Given the way our brains operate, it’s no wonder that we’re quick to believe health information we find online. But don’t despair, with some deliberate thought, we can become better consumers of online health information.
How can we do better?
If we approach the consumption of information online deliberately and with certain rules of thumb in place, we can help vaccinate ourselves against inaccuracies. Here are a few suggestions of how:
- Enter the conversation. If there is an area where you have knowledge or expertise, speak up when you see false information online. People who speak up online are already making a different in research; Social media has provided a mechanism for pointing out and disseminating information about critical methodological flaws in peer-reviewed research. Be sure to let people know why you are qualified to make your statement, and focus on facts rather than emotional arguments.
- Think critically about information before sharing it. It’s so easy to share a friend’s Facebook status on your own wall or retweet a compelling URL. Even if you realize later that you’ve shared something inaccurate and recant or remove it, the damage is likely done. Only re-share information you feel confident about, because you are a source of influence to your friends (and their friends’ friends).
- Look to the heroes of social media. These are the subject matter experts who are harnessing the medium to evangelize science. Clearly, this is not perfect; many people trusted Dr. Oz, and he has the bona fides to make a credible spokesperson. But combined with a skeptical starting outlook and attention to the balance of agreement, designating specific trusted experts can be a powerful tool to sift through an ocean of information.
Speaking of heroes, some bloggers, like Dr. Howard Luks, are calling for people with medical training to harness social media to share correct and timely health information. Some medical personnel are seizing such opportunities. Kevin Pho, M.D., has branded himself as KevinMD, “social media’s leading physician voice.” And comedic news shows such as Last Week Tonight with John Oliver and The Daily Show with Jon Stewart occasionally target popular inaccuracies for correction; a comedy with a side serving of journalism is ok by me.
A postscript
I feel compelled to say I don’t intend this to dump on Dr. Oz. As others have pointed out, he does many times offer a credible viewpoint and has helped “countless people.” The guy is clearly smart and devoted to medicine. That doesn’t mean he’s always right, or that he’s not subject to a really lucrative endorsement deal.
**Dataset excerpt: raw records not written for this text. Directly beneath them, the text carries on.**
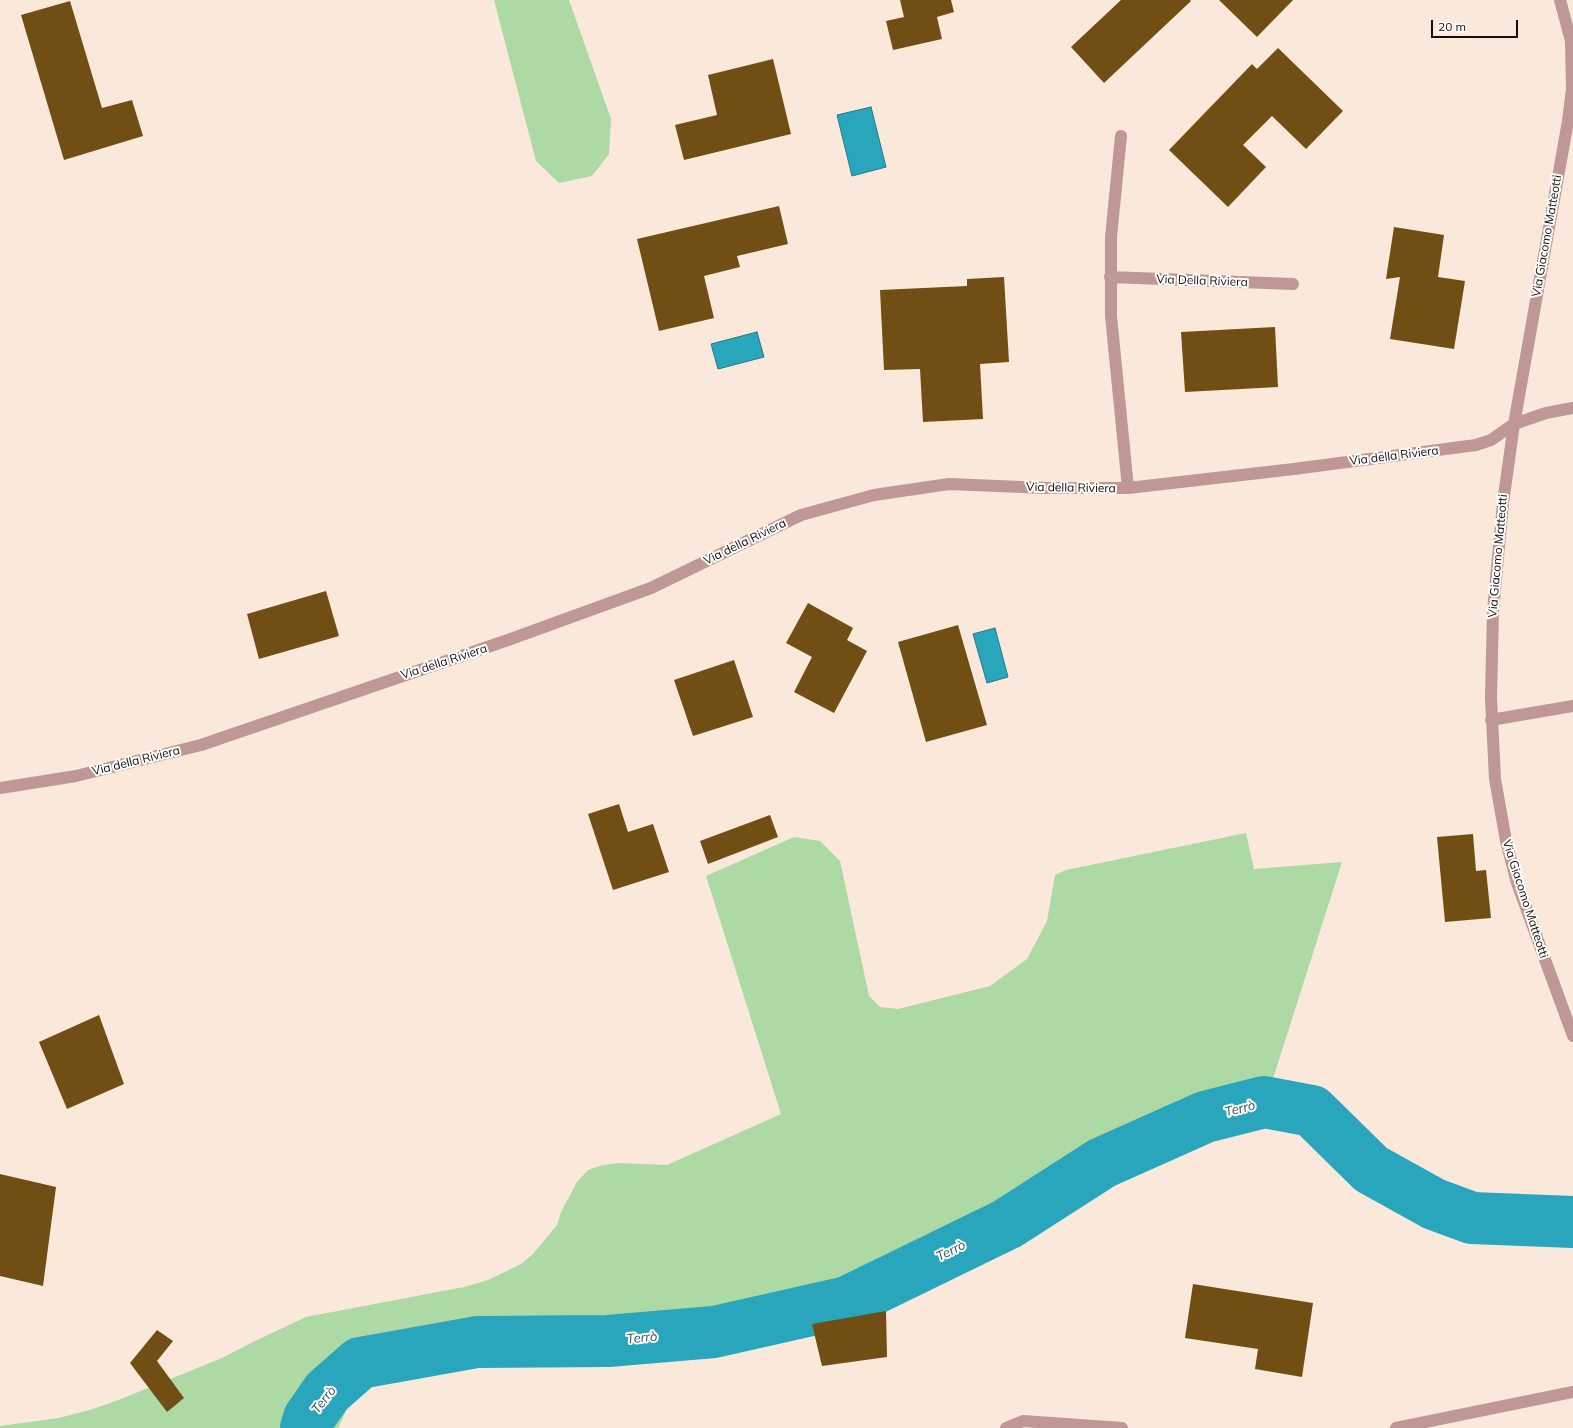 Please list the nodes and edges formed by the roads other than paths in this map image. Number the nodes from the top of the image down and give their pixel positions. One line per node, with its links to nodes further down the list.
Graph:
1 (1560, 0): 2 (street, Via Giacomo Matteotti)
2 (1573, 68): 7 (street, Via Giacomo Matteotti)
3 (1121, 136): 4 (street)
4 (1110, 277): 5 (street, Via Della Riviera); 8 (street)
5 (1293, 284)
6 (1573, 408): 7 (street, Via della Riviera)
7 (1514, 424): 8 (street, Via della Riviera); 10 (street, Via Giacomo Matteotti)
8 (1128, 488): 11 (street, Via della Riviera)
9 (1573, 706): 10 (street)
10 (1491, 720): 12 (street, Via Giacomo Matteotti)
11 (0, 788)
12 (1573, 1036)
13 (1573, 1392): 16 (street)
14 (1006, 1428): 15 (street)
15 (1122, 1428)
16 (1396, 1428)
Your blog post title, “THE SPREAD OF HEALTH (MIS)INFORMATION THROUGH SOCIAL NETWORKS”, reminds me of my own paper title, “The spread of evidence-poor medicine via flawed social-network analysis”. Since you write, “If there is an area where you have knowledge or expertise, speak up when you see false information online”, I am happy to oblige you. Namely, you write, “Nicholas Christakis and James Fowler, in their book Connected: The Surprising Power of Our Social Networks and How They Shape Our Lives, bring together compelling evidence across many domains that people three degrees deep in our social network influence our own attitudes and behaviors. ” I know this is a minor point for your post, but it is wrong. Their evidence was not, in fact, compelling for their “3-degree of influence rule”. Why do I say that? You can find out the reasons by reading my paper, or by reading press coverage, links to all of which may be found at http://pages.iu.edu/~rdlyons/#CF. If you still have questions, let me know. (There are many other things wrong with C&F’s work, so if you are interested only in this 3-degrees claim, then you can ignore all the rest.)
Thank you for the links and information! I wasn’t aware of the criticism of the Christalis/Fowler work but will familiarize myself with it now. Having read the book itself, and it being outside my core academic focus, I was a bit dazzled by the depth of the evidence. I wi enjoy thoughtful counterpoints.